Dataset items

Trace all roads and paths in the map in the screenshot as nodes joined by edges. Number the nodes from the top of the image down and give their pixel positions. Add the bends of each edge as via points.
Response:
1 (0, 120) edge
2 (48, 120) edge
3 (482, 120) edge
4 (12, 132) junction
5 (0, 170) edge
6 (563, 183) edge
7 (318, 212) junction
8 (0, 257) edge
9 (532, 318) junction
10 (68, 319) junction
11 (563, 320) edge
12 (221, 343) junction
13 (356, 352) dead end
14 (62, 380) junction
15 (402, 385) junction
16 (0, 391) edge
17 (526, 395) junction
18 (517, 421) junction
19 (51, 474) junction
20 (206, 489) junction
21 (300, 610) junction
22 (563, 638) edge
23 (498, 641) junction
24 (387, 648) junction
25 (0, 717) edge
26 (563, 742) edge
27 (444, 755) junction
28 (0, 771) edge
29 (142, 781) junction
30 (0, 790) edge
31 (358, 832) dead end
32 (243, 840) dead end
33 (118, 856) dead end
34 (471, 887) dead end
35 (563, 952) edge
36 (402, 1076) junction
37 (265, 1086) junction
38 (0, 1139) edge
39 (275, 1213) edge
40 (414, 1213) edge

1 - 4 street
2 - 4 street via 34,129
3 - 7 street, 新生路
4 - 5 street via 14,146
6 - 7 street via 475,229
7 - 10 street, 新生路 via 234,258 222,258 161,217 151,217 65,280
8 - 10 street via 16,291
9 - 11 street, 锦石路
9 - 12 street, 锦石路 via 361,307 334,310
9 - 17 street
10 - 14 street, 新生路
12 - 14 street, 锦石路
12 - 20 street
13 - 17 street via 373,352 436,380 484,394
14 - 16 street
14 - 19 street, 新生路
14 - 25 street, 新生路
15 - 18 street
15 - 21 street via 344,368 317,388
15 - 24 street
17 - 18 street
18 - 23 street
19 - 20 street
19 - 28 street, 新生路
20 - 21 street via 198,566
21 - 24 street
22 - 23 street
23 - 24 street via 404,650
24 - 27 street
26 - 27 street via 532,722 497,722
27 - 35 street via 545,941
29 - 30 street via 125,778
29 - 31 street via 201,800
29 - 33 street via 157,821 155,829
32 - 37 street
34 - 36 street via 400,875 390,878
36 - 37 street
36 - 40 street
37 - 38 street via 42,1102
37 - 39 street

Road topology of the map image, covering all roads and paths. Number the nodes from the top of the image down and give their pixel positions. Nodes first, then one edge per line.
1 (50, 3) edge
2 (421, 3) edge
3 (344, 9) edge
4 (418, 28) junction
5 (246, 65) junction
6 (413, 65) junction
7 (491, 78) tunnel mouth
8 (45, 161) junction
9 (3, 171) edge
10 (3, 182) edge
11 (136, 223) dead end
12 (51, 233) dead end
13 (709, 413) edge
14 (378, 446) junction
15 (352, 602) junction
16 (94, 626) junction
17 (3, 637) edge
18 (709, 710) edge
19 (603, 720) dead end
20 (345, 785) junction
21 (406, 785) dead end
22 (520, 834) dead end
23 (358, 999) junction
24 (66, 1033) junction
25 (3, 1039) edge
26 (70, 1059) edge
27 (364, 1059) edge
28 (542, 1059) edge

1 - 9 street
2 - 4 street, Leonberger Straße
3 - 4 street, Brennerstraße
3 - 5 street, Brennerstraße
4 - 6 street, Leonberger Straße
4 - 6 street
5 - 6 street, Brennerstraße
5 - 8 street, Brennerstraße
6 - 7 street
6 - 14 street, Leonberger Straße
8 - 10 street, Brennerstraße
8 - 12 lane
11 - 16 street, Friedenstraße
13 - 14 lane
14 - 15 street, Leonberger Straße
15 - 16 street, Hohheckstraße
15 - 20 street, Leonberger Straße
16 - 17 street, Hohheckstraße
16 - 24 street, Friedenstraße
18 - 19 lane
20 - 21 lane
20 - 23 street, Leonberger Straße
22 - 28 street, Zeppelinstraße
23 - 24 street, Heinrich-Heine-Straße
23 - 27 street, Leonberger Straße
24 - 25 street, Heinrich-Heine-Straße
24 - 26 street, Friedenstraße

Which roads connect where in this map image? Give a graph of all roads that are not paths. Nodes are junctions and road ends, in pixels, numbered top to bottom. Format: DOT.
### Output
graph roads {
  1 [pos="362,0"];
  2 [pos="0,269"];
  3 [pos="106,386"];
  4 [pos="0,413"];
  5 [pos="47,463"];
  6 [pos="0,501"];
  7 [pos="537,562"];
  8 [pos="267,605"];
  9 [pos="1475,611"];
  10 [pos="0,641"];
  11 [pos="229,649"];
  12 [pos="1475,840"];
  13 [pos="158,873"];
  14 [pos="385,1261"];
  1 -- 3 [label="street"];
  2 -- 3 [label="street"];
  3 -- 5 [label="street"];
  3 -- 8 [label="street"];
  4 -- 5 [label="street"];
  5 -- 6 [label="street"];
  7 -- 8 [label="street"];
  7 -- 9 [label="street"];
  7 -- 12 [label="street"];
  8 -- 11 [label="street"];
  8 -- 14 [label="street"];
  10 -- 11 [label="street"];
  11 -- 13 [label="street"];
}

• DESCRIPTION OF THE TASK
The records above should be repeated word for word.

• RESPONSE AREA
Trace all roads and paths in the map in the screenshot as nodes joined by edges. Number the nodes from the top of the image down and give their pixel positions. Add the bends of each edge as via points.
Response:
1 (0, 120) edge
2 (48, 120) edge
3 (482, 120) edge
4 (12, 132) junction
5 (0, 170) edge
6 (563, 183) edge
7 (318, 212) junction
8 (0, 257) edge
9 (532, 318) junction
10 (68, 319) junction
11 (563, 320) edge
12 (221, 343) junction
13 (356, 352) dead end
14 (62, 380) junction
15 (402, 385) junction
16 (0, 391) edge
17 (526, 395) junction
18 (517, 421) junction
19 (51, 474) junction
20 (206, 489) junction
21 (300, 610) junction
22 (563, 638) edge
23 (498, 641) junction
24 (387, 648) junction
25 (0, 717) edge
26 (563, 742) edge
27 (444, 755) junction
28 (0, 771) edge
29 (142, 781) junction
30 (0, 790) edge
31 (358, 832) dead end
32 (243, 840) dead end
33 (118, 856) dead end
34 (471, 887) dead end
35 (563, 952) edge
36 (402, 1076) junction
37 (265, 1086) junction
38 (0, 1139) edge
39 (275, 1213) edge
40 (414, 1213) edge

1 - 4 street
2 - 4 street via 34,129
3 - 7 street, 新生路
4 - 5 street via 14,146
6 - 7 street via 475,229
7 - 10 street, 新生路 via 234,258 222,258 161,217 151,217 65,280
8 - 10 street via 16,291
9 - 11 street, 锦石路
9 - 12 street, 锦石路 via 361,307 334,310
9 - 17 street
10 - 14 street, 新生路
12 - 14 street, 锦石路
12 - 20 street
13 - 17 street via 373,352 436,380 484,394
14 - 16 street
14 - 19 street, 新生路
14 - 25 street, 新生路
15 - 18 street
15 - 21 street via 344,368 317,388
15 - 24 street
17 - 18 street
18 - 23 street
19 - 20 street
19 - 28 street, 新生路
20 - 21 street via 198,566
21 - 24 street
22 - 23 street
23 - 24 street via 404,650
24 - 27 street
26 - 27 street via 532,722 497,722
27 - 35 street via 545,941
29 - 30 street via 125,778
29 - 31 street via 201,800
29 - 33 street via 157,821 155,829
32 - 37 street
34 - 36 street via 400,875 390,878
36 - 37 street
36 - 40 street
37 - 38 street via 42,1102
37 - 39 street

Road topology of the map image, covering all roads and paths. Number the nodes from the top of the image down and give their pixel positions. Nodes first, then one edge per line.
1 (50, 3) edge
2 (421, 3) edge
3 (344, 9) edge
4 (418, 28) junction
5 (246, 65) junction
6 (413, 65) junction
7 (491, 78) tunnel mouth
8 (45, 161) junction
9 (3, 171) edge
10 (3, 182) edge
11 (136, 223) dead end
12 (51, 233) dead end
13 (709, 413) edge
14 (378, 446) junction
15 (352, 602) junction
16 (94, 626) junction
17 (3, 637) edge
18 (709, 710) edge
19 (603, 720) dead end
20 (345, 785) junction
21 (406, 785) dead end
22 (520, 834) dead end
23 (358, 999) junction
24 (66, 1033) junction
25 (3, 1039) edge
26 (70, 1059) edge
27 (364, 1059) edge
28 (542, 1059) edge

1 - 9 street
2 - 4 street, Leonberger Straße
3 - 4 street, Brennerstraße
3 - 5 street, Brennerstraße
4 - 6 street, Leonberger Straße
4 - 6 street
5 - 6 street, Brennerstraße
5 - 8 street, Brennerstraße
6 - 7 street
6 - 14 street, Leonberger Straße
8 - 10 street, Brennerstraße
8 - 12 lane
11 - 16 street, Friedenstraße
13 - 14 lane
14 - 15 street, Leonberger Straße
15 - 16 street, Hohheckstraße
15 - 20 street, Leonberger Straße
16 - 17 street, Hohheckstraße
16 - 24 street, Friedenstraße
18 - 19 lane
20 - 21 lane
20 - 23 street, Leonberger Straße
22 - 28 street, Zeppelinstraße
23 - 24 street, Heinrich-Heine-Straße
23 - 27 street, Leonberger Straße
24 - 25 street, Heinrich-Heine-Straße
24 - 26 street, Friedenstraße

Which roads connect where in this map image? Give a graph of all roads that are not paths. Nodes are junctions and road ends, in pixels, numbered top to bottom. Format: DOT.
### Output
graph roads {
  1 [pos="362,0"];
  2 [pos="0,269"];
  3 [pos="106,386"];
  4 [pos="0,413"];
  5 [pos="47,463"];
  6 [pos="0,501"];
  7 [pos="537,562"];
  8 [pos="267,605"];
  9 [pos="1475,611"];
  10 [pos="0,641"];
  11 [pos="229,649"];
  12 [pos="1475,840"];
  13 [pos="158,873"];
  14 [pos="385,1261"];
  1 -- 3 [label="street"];
  2 -- 3 [label="street"];
  3 -- 5 [label="street"];
  3 -- 8 [label="street"];
  4 -- 5 [label="street"];
  5 -- 6 [label="street"];
  7 -- 8 [label="street"];
  7 -- 9 [label="street"];
  7 -- 12 [label="street"];
  8 -- 11 [label="street"];
  8 -- 14 [label="street"];
  10 -- 11 [label="street"];
  11 -- 13 [label="street"];
}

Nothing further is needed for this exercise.